- _Dataset_:
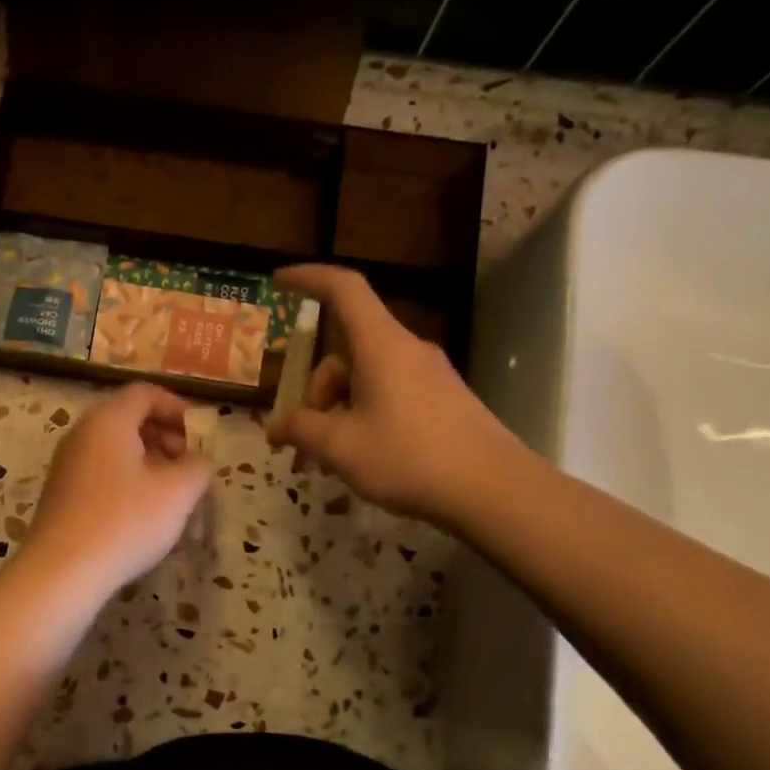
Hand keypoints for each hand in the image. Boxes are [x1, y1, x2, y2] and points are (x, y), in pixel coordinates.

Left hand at [20, 383, 212, 597]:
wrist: (61, 572)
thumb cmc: (125, 522)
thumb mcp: (177, 492)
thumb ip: (197, 466)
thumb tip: (198, 460)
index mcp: (108, 421)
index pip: (145, 393)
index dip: (178, 409)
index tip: (200, 437)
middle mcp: (83, 434)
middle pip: (130, 421)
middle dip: (167, 440)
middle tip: (189, 468)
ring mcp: (68, 465)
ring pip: (118, 452)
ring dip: (151, 467)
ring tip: (174, 499)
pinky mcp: (63, 495)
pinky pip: (104, 475)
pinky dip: (130, 484)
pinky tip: (146, 518)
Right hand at [265, 265, 525, 525]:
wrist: (493, 491)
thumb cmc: (409, 458)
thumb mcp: (340, 447)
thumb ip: (301, 429)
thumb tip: (275, 426)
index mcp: (381, 345)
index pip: (343, 289)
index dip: (308, 278)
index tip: (278, 283)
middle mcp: (406, 350)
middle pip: (346, 352)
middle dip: (317, 391)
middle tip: (305, 439)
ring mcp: (429, 376)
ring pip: (366, 379)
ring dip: (339, 412)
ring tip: (333, 461)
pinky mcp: (443, 401)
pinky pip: (390, 396)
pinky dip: (365, 419)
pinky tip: (364, 459)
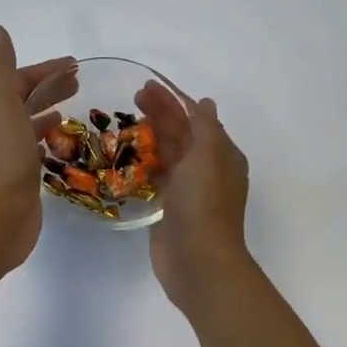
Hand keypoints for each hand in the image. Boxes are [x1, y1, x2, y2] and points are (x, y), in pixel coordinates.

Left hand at [0, 26, 75, 272]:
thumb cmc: (2, 157)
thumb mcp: (0, 103)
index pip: (18, 80)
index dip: (45, 70)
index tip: (75, 65)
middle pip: (24, 101)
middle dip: (49, 88)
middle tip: (79, 83)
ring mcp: (8, 157)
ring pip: (29, 126)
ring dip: (48, 114)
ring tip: (73, 110)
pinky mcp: (21, 180)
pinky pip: (35, 152)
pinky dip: (48, 142)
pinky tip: (62, 145)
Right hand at [137, 81, 252, 313]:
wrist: (198, 260)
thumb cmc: (203, 205)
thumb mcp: (208, 157)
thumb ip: (205, 128)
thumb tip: (205, 103)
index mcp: (221, 155)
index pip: (196, 118)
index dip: (173, 100)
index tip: (147, 86)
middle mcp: (206, 169)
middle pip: (181, 133)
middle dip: (159, 114)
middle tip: (131, 97)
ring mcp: (188, 190)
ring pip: (168, 155)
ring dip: (150, 137)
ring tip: (125, 121)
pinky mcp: (169, 208)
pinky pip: (157, 178)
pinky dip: (145, 164)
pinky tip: (128, 156)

- _Your task_:
Transcribe, word for word, every line from the one containing "index tip: (147, 86)" through the final line of the entries, and nothing else.

- _Result for this exercise_:
index tip: (147, 86)
middle mcp: (206, 169)
middle pip: (181, 133)
middle dip: (159, 114)
middle tip: (131, 97)
ring mcp: (188, 190)
ring pip: (168, 155)
ring dip: (150, 137)
ring tip: (125, 121)
pinky mcp: (169, 208)
pinky pip: (157, 178)
pinky dip: (145, 164)
pinky tip: (128, 156)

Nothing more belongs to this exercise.